In the age of public cloud computing, instead of buying and maintaining own assets, the model of renting only the required amounts of (hardware) resources, thus eliminating unnecessary expenses generated by unutilized capacities becomes more and more popular. Further benefit is the opportunity to hand over our infrastructure operation and management, which are loosely-related to our objectives, to the cloud service provider.
Cloud service providers widely offer solutions to run dynamically scalable, high availability, interactive applications in a highly managed (PaaS – Platform as a Service) environment, but similar features dedicated to the also common batch processing loads are just starting to spread.
The goal of my thesis was to develop a batch execution framework built on top of the above mentioned scalable Azure services, which is capable of handling batches consisting of arbitrary compositions of .Net function calls, based on a declarative description, with optimized data movements between the compute nodes, as far as possible. I have separated the optimization logic as a swappable module for further development, and focused on constructing the surrounding ruleset, which can ensure its correct operation.

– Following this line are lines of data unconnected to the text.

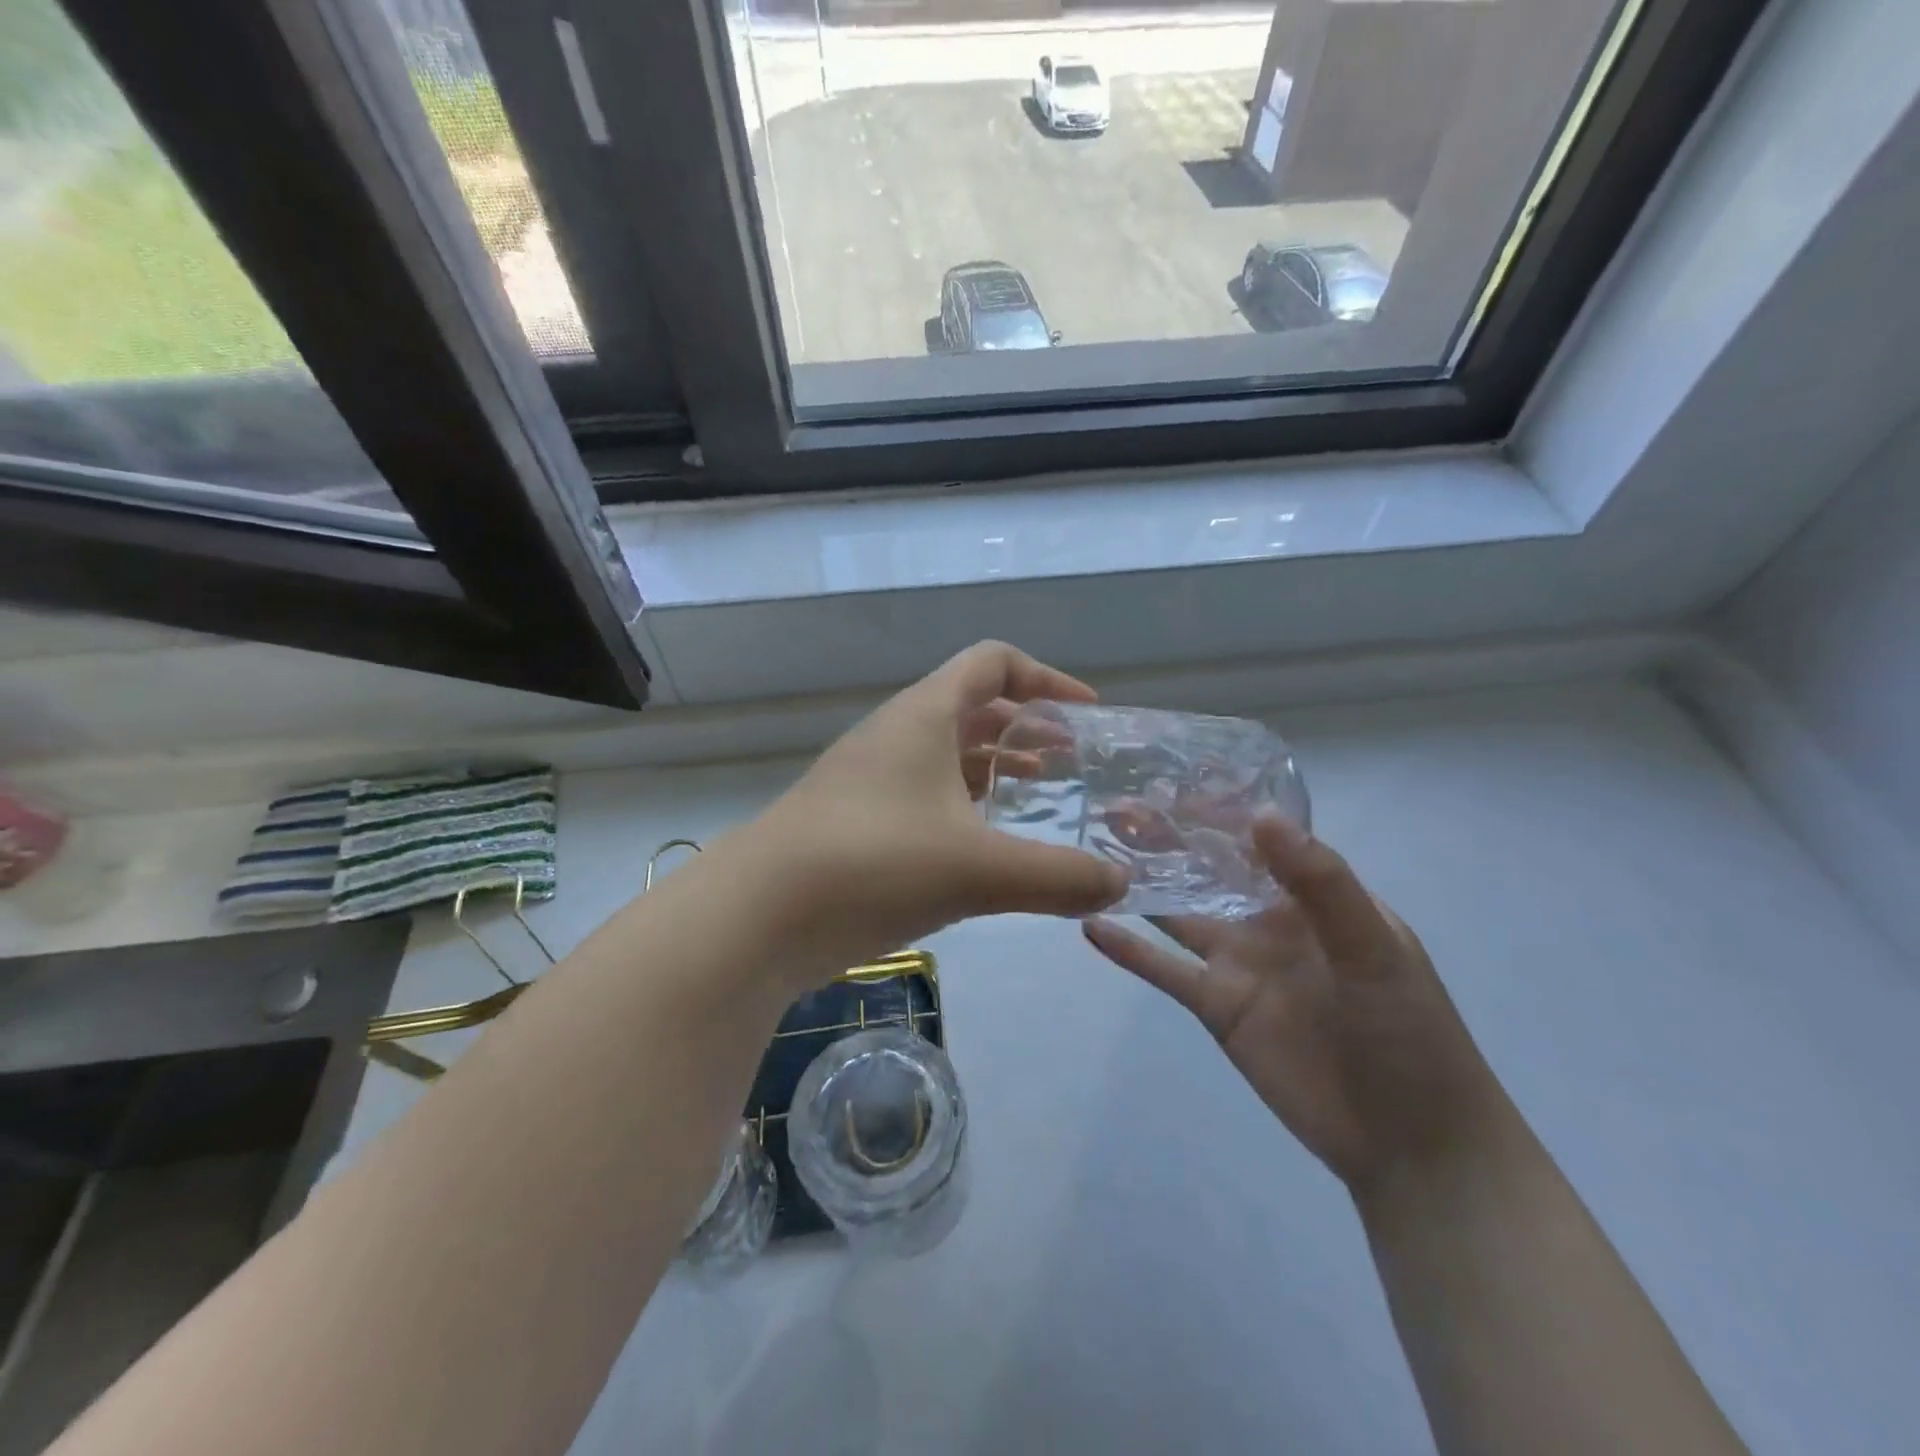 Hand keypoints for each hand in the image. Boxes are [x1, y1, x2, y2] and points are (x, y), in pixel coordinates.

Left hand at [745, 642, 1127, 974]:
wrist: (755, 915)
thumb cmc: (871, 864)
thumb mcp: (977, 870)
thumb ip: (1057, 877)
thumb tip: (1121, 884)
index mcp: (923, 716)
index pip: (992, 663)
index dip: (1046, 678)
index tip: (1088, 716)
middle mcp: (895, 735)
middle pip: (971, 707)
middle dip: (1026, 728)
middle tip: (1072, 762)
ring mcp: (869, 779)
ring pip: (945, 755)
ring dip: (994, 767)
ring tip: (1039, 796)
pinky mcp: (855, 821)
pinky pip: (923, 795)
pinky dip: (962, 806)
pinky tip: (984, 846)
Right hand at [1082, 816, 1508, 1194]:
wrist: (1410, 1143)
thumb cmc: (1409, 1033)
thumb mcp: (1374, 950)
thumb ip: (1321, 884)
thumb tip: (1261, 817)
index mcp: (1312, 895)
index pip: (1257, 838)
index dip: (1214, 810)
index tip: (1168, 781)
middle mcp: (1267, 919)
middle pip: (1207, 869)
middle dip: (1166, 839)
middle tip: (1114, 809)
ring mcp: (1238, 962)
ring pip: (1178, 912)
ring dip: (1141, 885)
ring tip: (1092, 853)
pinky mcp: (1215, 1005)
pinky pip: (1165, 969)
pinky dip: (1129, 949)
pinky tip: (1091, 926)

In this document first I briefly introduce the utilized Azure services, along with two alternative solutions which are also available today as ready-for-use services, then based on the practical requirements I define the core concepts and features of the created system. Afterwards, I present the details of the architecture needed to realize those features, and explain some key points of the implementation. Finally, I give two simple examples to demonstrate the usage of the framework I have created.